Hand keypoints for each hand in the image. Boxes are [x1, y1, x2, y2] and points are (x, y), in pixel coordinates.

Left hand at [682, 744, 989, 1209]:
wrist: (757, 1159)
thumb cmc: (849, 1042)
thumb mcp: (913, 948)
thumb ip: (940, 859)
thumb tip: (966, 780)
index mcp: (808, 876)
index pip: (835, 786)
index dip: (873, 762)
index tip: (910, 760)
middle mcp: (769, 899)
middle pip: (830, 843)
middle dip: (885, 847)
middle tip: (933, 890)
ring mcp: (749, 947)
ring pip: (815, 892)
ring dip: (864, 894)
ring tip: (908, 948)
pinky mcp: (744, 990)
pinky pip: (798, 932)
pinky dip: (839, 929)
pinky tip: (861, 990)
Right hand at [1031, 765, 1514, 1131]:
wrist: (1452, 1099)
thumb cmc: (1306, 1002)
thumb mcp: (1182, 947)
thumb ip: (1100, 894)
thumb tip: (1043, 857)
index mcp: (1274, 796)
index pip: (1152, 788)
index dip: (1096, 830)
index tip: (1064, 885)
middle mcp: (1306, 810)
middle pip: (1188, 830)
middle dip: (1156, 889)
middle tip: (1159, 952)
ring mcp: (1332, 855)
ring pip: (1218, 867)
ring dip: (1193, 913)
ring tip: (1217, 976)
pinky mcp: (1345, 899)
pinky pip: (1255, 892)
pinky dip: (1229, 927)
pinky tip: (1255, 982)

....

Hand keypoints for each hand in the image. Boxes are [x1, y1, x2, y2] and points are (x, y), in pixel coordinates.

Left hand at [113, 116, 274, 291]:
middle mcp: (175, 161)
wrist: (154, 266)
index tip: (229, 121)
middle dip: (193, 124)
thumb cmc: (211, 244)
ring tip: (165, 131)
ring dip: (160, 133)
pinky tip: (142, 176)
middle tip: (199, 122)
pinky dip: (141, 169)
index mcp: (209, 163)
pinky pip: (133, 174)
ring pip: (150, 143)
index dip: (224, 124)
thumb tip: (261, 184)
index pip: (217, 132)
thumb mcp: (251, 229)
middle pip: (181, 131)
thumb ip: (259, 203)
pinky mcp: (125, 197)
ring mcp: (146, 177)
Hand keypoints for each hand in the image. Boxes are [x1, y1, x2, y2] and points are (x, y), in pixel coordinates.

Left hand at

....

→ **The task**: When you reach the line holding "middle mcp: (769, 899)" in the records above, begin reproducing exactly, stop after the line holding "middle dip: (1156, 889)", and output nothing else.

→ **Solution to the exercise**:
middle mcp: (769, 899)
middle pip: (830, 843)
middle dip: (885, 847)
middle tip: (933, 890)
ring mcp: (749, 947)
ring pip: (815, 892)
ring dip: (864, 894)
ring tip: (908, 948)
pinky mcp: (744, 990)
pinky pip: (798, 932)
pinky dip: (839, 929)
pinky tip: (861, 990)
Right hand at [1031, 765, 1514, 1131]:
wrist: (1452, 1099)
thumb cmc: (1306, 1002)
thumb mcp: (1182, 947)
thumb ip: (1100, 894)
thumb tip: (1043, 857)
index mcp: (1274, 796)
index pip: (1152, 788)
index dip: (1096, 830)
index tip: (1064, 885)
middle mcp: (1306, 810)
middle pip: (1188, 830)
middle dip: (1156, 889)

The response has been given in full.